RECORDS PROVIDED: Begin

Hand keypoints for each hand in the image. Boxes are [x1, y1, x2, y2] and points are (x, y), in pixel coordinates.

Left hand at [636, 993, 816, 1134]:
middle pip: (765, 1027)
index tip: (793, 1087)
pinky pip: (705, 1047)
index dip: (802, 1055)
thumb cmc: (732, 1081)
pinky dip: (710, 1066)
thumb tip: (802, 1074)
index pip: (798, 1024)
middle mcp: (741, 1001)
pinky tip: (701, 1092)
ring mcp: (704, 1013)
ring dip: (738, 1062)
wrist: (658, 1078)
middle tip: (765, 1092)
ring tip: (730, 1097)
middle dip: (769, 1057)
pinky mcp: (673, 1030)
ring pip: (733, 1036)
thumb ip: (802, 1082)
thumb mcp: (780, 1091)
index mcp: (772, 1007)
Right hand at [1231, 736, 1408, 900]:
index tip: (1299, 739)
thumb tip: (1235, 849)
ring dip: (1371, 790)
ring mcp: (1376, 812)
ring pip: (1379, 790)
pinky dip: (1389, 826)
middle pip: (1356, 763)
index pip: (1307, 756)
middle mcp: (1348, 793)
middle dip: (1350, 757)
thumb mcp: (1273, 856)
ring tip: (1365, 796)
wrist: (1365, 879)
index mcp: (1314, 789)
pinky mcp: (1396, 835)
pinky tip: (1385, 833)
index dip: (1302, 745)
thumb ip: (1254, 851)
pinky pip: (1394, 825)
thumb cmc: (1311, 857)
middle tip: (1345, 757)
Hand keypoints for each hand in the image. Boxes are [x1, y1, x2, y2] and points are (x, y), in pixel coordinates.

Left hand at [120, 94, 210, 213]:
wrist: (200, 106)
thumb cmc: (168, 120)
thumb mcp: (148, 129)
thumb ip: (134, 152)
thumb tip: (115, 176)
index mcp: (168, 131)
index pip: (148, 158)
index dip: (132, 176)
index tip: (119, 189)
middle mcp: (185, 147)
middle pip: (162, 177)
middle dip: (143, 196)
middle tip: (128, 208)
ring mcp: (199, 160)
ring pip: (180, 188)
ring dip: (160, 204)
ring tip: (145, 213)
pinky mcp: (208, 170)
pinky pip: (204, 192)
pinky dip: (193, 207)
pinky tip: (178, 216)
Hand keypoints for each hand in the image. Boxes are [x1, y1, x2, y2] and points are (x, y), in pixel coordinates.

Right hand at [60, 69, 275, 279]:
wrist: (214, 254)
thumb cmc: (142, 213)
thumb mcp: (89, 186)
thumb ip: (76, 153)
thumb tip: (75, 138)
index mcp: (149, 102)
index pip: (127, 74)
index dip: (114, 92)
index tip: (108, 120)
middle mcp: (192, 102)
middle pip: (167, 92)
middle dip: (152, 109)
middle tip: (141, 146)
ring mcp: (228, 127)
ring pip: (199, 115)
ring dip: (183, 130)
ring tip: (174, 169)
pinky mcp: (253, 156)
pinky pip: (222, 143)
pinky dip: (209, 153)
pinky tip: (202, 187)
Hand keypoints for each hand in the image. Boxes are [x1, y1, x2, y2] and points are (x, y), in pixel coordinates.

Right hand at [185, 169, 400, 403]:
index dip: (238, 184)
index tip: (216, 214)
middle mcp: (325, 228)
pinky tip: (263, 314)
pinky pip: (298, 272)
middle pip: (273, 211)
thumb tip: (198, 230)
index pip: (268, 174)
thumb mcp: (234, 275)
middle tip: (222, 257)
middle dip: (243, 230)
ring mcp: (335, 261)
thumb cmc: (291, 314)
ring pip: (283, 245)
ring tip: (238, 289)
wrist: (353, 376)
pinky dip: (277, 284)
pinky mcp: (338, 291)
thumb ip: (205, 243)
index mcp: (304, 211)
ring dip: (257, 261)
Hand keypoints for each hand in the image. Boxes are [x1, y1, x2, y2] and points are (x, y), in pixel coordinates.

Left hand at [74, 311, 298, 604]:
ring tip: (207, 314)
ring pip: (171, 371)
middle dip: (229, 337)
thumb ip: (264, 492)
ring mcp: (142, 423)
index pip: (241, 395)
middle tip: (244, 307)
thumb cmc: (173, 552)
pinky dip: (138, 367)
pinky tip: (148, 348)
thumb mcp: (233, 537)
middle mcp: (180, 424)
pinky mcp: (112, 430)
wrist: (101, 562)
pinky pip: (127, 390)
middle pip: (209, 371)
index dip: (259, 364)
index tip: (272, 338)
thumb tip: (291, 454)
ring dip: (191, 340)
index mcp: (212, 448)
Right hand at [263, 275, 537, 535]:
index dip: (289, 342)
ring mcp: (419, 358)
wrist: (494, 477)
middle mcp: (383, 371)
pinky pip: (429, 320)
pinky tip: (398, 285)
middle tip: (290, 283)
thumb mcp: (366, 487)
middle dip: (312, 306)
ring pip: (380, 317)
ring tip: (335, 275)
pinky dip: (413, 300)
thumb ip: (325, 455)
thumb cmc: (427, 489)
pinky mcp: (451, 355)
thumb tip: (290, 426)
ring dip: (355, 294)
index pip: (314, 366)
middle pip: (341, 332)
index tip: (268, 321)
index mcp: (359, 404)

RECORDS PROVIDED: End

WHAT THIS TASK INVOLVES :: Please, from the entries above, set down exactly the lines from the one containing "wrist: (1365, 879)" through the one containing "thumb mcp: (148, 129)", and only those.

PROBLEM SOLUTION ::
wrist: (1365, 879)
index mcp: (1314, 789)
pinky mcp: (1396, 835)
pinky tip: (1385, 833)
index dip: (1302, 745)
thumb ip: (1254, 851)
pinky pip: (1394, 825)
thumb cmc: (1311, 857)
middle tip: (1345, 757)
Hand keypoints for each hand in the image. Boxes are [x1, y1, x2, y2] and points are (x, y), in pixel coordinates.

Left hand at [120, 94, 210, 213]:
wrist: (200, 106)
thumb cmc: (168, 120)
thumb mcp: (148, 129)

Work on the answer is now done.